Bisimulation-Invariant Queries

Updated 3 February 2026

Bisimulation-Invariant Queries are logical queries preserved under bisimulation, establishing expressive equivalences between modal, first-order, and fixpoint logics.
They utilize game-based techniques, algebraic methods, and automata theory to characterize query expressive power and computational complexity.
Their applications span model theory, finite model theory, database query languages, and coalgebra, highlighting both theoretical and practical significance.

A bisimulation-invariant query is a logical property, typically formulated as a class of pointed structures or tuples in a relational, modal, or coalgebraic setting, that is preserved under bisimulation equivalence—a structural relation matching elements or states of two systems such that corresponding modal, relational, or semantic features cannot be distinguished by the logic in question.

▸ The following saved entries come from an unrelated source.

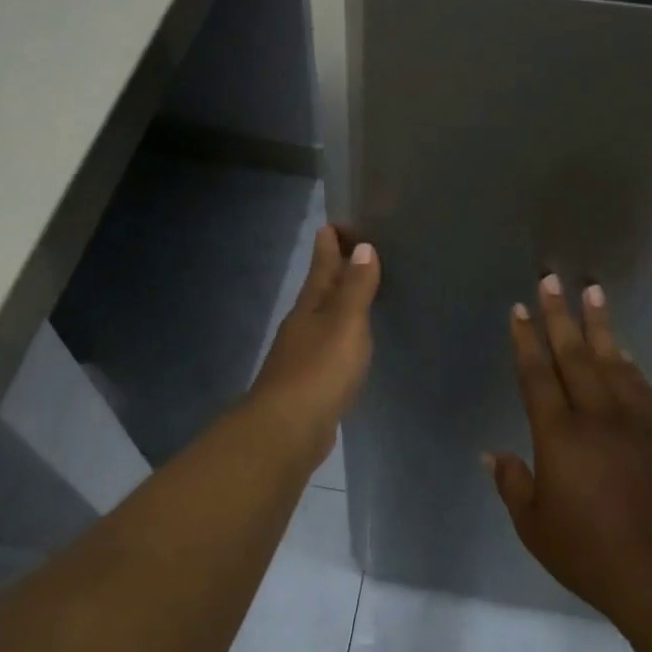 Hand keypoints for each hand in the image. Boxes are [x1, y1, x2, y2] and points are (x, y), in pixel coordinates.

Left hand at [247, 225, 379, 465]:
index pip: (321, 266)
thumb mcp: (345, 323)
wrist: (288, 428)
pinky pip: (327, 348)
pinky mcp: (308, 383)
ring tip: (355, 294)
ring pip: (322, 319)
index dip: (329, 244)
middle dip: (332, 270)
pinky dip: (339, 337)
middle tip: (350, 250)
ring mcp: (301, 355)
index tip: (336, 223)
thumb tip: (363, 248)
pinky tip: (348, 346)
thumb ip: (355, 288)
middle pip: (319, 290)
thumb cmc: (320, 369)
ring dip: (336, 304)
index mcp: (310, 306)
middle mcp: (302, 325)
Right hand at [488, 276, 651, 624]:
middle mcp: (595, 417)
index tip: (519, 310)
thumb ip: (513, 484)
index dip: (526, 341)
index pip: (537, 376)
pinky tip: (623, 350)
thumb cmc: (588, 553)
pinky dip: (629, 363)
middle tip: (551, 279)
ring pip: (611, 362)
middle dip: (560, 315)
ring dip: (599, 326)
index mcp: (559, 436)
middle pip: (574, 356)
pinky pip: (641, 387)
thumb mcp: (534, 526)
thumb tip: (494, 454)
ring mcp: (632, 423)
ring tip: (593, 292) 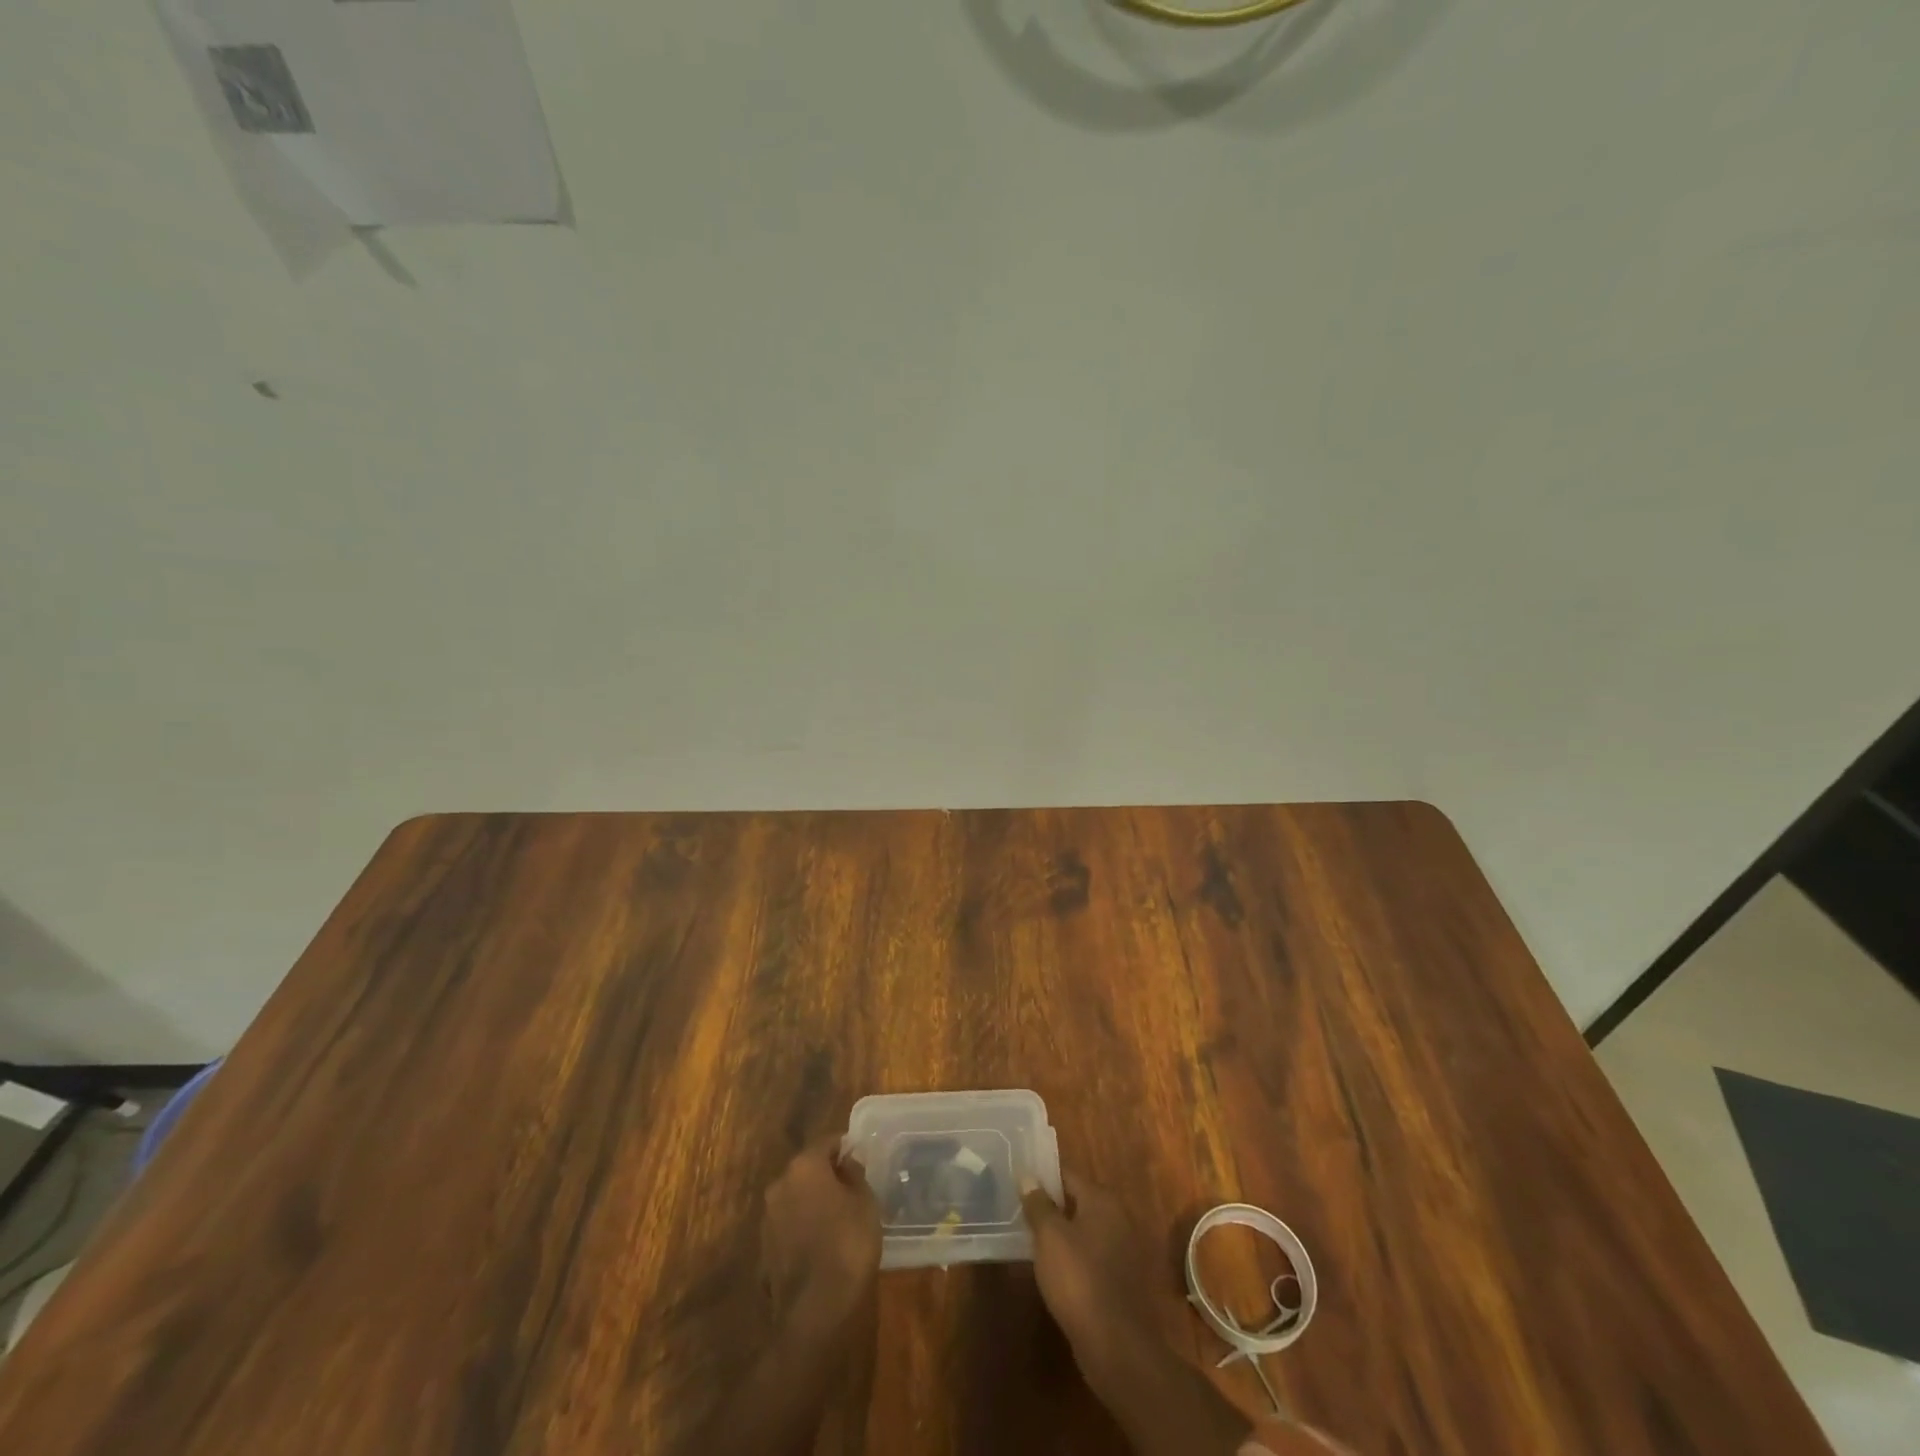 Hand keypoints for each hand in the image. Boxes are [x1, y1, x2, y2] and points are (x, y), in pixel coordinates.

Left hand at [761, 1138, 880, 1334]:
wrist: (814, 1311)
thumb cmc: (847, 1245)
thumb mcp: (865, 1203)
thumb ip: (855, 1175)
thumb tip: (847, 1163)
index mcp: (804, 1166)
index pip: (827, 1142)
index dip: (845, 1148)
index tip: (860, 1159)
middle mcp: (779, 1185)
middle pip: (806, 1169)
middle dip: (827, 1175)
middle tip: (851, 1189)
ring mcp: (767, 1219)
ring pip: (795, 1198)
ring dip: (813, 1202)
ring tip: (838, 1219)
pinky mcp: (764, 1250)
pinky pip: (788, 1227)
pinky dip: (802, 1229)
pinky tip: (821, 1245)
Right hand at [1020, 1169, 1161, 1377]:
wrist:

Bisimulation-invariance is a critical property for characterizing the expressive boundaries of logical systems, especially modal and fixpoint logics, and has been central to model theory, finite model theory, descriptive complexity, coalgebra, and database theory.

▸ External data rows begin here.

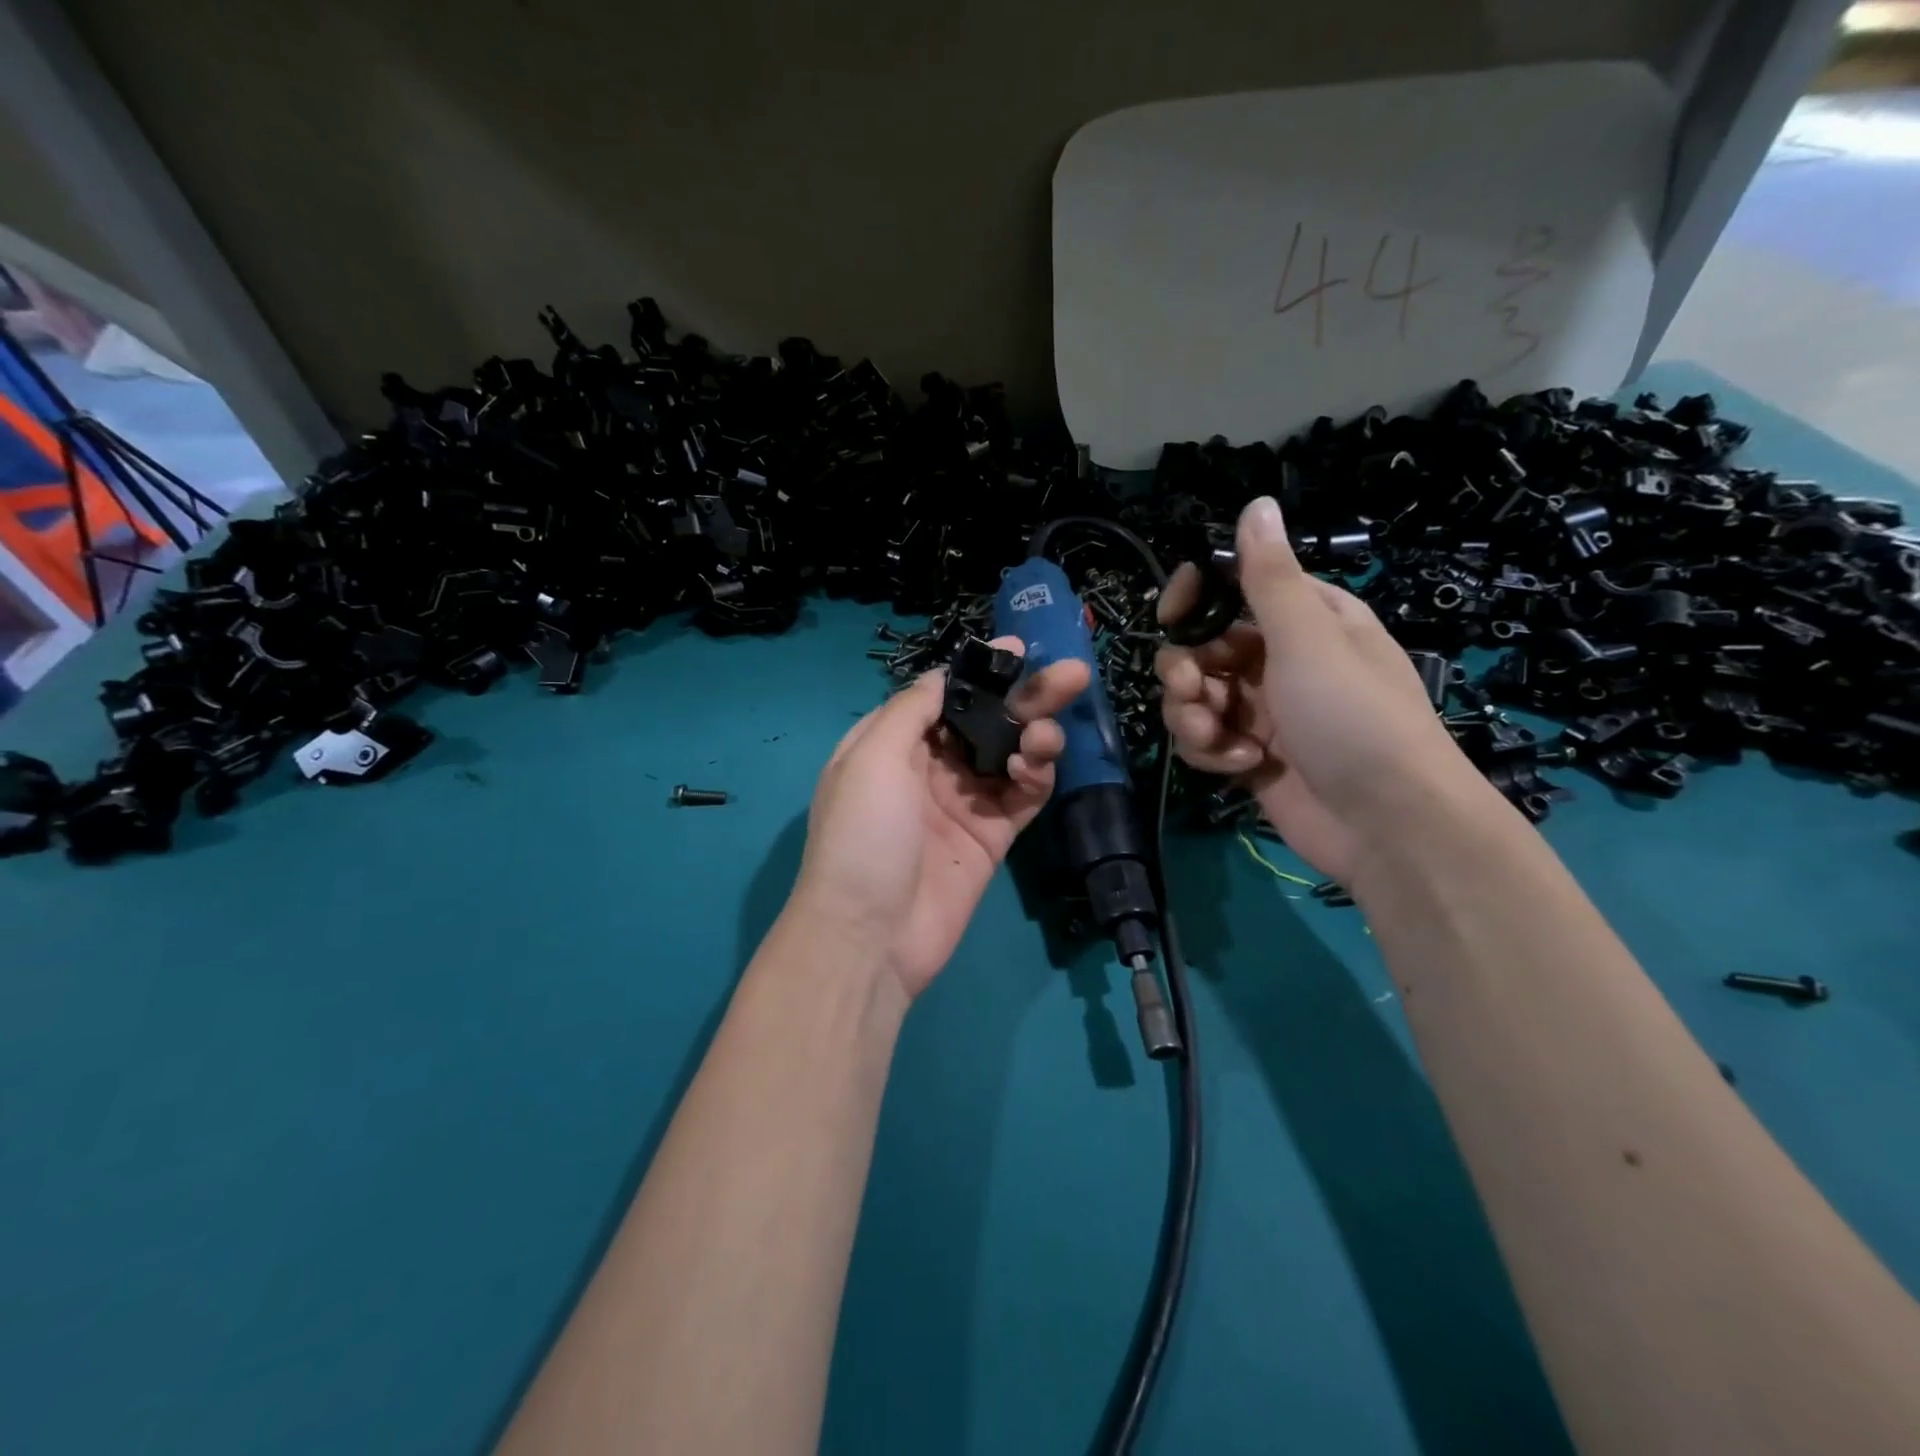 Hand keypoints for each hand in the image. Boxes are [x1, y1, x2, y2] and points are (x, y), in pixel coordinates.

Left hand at [790, 639, 1090, 999]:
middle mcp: (928, 768)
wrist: (872, 936)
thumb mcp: (870, 758)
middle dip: (1026, 697)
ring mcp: (962, 804)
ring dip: (1035, 735)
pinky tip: (1036, 768)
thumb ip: (910, 710)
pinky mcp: (991, 838)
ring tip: (1046, 735)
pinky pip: (1022, 796)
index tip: (1017, 651)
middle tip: (1072, 675)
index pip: (943, 695)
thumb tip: (941, 675)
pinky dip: (1036, 776)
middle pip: (986, 721)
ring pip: (1010, 755)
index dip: (980, 672)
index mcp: (892, 744)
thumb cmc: (863, 836)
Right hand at [1155, 495, 1492, 886]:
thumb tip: (1257, 503)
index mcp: (1304, 619)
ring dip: (1193, 716)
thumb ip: (1269, 577)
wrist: (1386, 823)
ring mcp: (1262, 710)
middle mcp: (1279, 659)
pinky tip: (1242, 766)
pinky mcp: (1249, 754)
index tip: (1171, 616)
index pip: (1231, 588)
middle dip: (1185, 672)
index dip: (1194, 599)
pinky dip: (1213, 751)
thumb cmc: (1352, 717)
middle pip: (1199, 648)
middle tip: (1192, 691)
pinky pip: (1205, 738)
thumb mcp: (1309, 638)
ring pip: (1194, 696)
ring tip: (1220, 739)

1. Core Definition and Foundational Theorems

Let $Q$ be a class of structures with designated elements (e.g., worlds, nodes, tuples). The query $Q$ is said to be bisimulation-invariant if, whenever two pointed structures $(\mathcal{M}, w)$ and $(\mathcal{M}', w')$ are bisimilar (i.e., related by a bisimulation), $(\mathcal{M}, w) \in Q$ if and only if $(\mathcal{M}', w') \in Q$ .

This notion generalizes across logical frameworks:

Kripke models and modal logic: Bisimulation-invariance captures precisely the expressive power of basic modal logic within first-order logic, as established by the van Benthem theorem (Otto, 2019).
Monadic second-order logic (MSO) and the modal $\mu$ -calculus: For both infinite and, as resolved recently, finite transition systems, the bisimulation-invariant fragment of MSO coincides with the expressive power of modal $\mu$ -calculus (Janin–Walukiewicz theorem, and its finite version) (Colcombet et al., 2024, Blumensath et al., 2019).
Database query languages: For fragments of the calculus of relations, bisimulation-invariant queries are characterized in terms of tailored notions of (finite-round) bisimulation or simulation; this organizes query expressiveness in relation to navigational equivalence (Fletcher et al., 2012).
Coalgebraic logic: For coalgebras of set-functors, the bisimulation-invariant fragment of second-order logics (MSO-style) is captured by appropriately parameterized coalgebraic $\mu$ -calculi (Enqvist et al., 2015).

The canonical characterization is:

Setting	Definability Theorem	Reference
Modal logic (ML)	$\mathrm{ML} = \mathrm{FO}/\sim$	(Otto, 2019)
Modal $\mu$ -calculus	$L_\mu = \mathrm{MSO}/\sim$	(Colcombet et al., 2024)
Inquisitive Modal Logic	$\mathrm{InqML} = \mathrm{FO}/\sim$ (two-sorted)	(Ciardelli et al., 2017)
Polyadic $\mu$ -calculus	Bisim-Inv(P) $= \bigcup_{d} L_\mu^d$ (Ptime)	(Bruse et al., 2022)
Coalgebraic $\mu$ -calculus	$\mu \mathrm{ML}_\Lambda = \mathrm{MSO}_T/\simeq$	(Enqvist et al., 2015)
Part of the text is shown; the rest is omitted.